MT: So in his one season at Idaho (1954-55), Baylor averaged 32.8 points and 18.9 rebounds per game as a freshman, and the Coyotes went 15-0 in the Northwest Conference, the only team to do so until 1988. They’d finish 23-4, losing to Montana State in the district final. According to Idaho’s school website, “Baylor scored 40 or more points in a game six times over the final month of the season, including a school-record 53-point effort vs. Whitman (including 34 rebounds) – a mark that still stands today. Then it was on to Seattle…
Bertka: The coach there, John Castellani, had Elgin for two years. Elgin was redshirted one year (for transferring). And since I was a junior college coach, naturally I’m going to go to the NCAA playoffs with all the other coaches. And in those days, the NCAA Tournament was in Louisville, Kentucky. It was the 1957-1958 season, and I wanted to see Elgin in person, and the first game I saw him play, believe it or not, was against Tex Winter’s team, Kansas State, in the National Semifinal. A guy named Bob Boozer broke Elgin’s ribs in the semifinal game, and Elgin still played in the Final, which Kentucky won, 84-72, and Elgin scored 25 points with 17 rebounds with broken ribs. That was Tex Winter’s best team that Elgin beat, and based on that performance, the Minneapolis Lakers drafted Elgin No. 1.

MT: Man … 25 and 17 with broken ribs in the Final. Incredible. And Bert, Elgin was doing this amidst almost all white players and coaches, and dealing with everything that came along with that, correct?
Bertka: Yes, there were very few Black players, maybe one other. In those days, teams were very white. Up until Texas Western beat Kentucky and Pat Riley in the Final in 1966. And without any doubt, he had to deal with racism while he was playing on and off the court.

MT: So can you describe what you as a coach and as, basically, the NBA’s first great scout, you saw in Elgin during that Final Four?
Bertka: Without any doubt, he was the best player I’d ever seen.
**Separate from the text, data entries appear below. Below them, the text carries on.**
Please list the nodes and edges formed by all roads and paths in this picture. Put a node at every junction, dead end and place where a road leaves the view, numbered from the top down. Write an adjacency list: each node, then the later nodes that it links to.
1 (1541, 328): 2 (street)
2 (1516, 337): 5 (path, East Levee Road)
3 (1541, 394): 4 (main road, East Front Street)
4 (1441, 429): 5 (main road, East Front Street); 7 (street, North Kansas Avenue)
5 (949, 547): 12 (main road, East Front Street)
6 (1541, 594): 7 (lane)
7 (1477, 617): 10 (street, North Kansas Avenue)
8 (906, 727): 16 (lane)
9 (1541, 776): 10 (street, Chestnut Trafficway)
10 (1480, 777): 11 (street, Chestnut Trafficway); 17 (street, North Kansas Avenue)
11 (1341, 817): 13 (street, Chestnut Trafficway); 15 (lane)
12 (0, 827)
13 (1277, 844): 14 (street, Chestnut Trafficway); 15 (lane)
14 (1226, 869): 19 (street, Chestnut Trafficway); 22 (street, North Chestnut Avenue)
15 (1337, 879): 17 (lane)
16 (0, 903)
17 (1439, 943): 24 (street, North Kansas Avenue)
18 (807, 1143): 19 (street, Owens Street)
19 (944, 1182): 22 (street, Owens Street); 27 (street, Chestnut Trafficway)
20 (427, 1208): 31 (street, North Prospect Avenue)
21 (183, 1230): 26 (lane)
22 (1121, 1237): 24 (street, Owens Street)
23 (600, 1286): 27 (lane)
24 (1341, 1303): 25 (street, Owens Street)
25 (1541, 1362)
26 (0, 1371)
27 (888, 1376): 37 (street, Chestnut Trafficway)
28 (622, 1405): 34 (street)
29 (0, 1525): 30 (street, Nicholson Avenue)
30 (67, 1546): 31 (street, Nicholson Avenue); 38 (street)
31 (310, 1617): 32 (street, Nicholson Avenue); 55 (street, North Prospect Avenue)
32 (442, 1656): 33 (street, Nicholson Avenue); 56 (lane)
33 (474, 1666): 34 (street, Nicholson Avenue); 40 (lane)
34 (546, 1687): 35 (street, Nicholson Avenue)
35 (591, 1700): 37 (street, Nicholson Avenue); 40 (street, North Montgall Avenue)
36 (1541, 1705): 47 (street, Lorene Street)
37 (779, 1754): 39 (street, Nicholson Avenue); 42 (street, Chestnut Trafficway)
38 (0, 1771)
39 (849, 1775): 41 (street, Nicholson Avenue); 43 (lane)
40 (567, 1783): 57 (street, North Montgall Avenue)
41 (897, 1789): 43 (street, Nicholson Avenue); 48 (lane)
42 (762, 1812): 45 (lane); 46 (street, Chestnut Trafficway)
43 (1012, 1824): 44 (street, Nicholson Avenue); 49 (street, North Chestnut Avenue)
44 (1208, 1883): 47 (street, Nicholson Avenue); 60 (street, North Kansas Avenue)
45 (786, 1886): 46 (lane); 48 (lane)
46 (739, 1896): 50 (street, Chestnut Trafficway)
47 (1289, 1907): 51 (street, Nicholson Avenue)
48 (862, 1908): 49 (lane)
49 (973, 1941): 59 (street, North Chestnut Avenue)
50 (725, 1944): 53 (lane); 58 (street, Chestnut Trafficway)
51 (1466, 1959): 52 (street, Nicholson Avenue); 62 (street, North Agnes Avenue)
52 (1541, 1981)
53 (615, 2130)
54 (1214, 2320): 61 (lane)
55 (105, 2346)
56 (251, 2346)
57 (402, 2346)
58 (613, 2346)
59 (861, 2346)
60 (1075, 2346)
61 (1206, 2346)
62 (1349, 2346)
I couldn’t believe what a force he was. I used to see how the newspapers described him, and he was every bit as powerful and good as described. And there wasn’t any doubt that he was the No. 1 pick. And then as soon as he came in and played for the Lakers, he was Rookie of the Year, a terrific force. And the owner, Bob Short, said Elgin saved the franchise, and because of who he was and how good he was, enabled him to make contacts to move the team to Los Angeles.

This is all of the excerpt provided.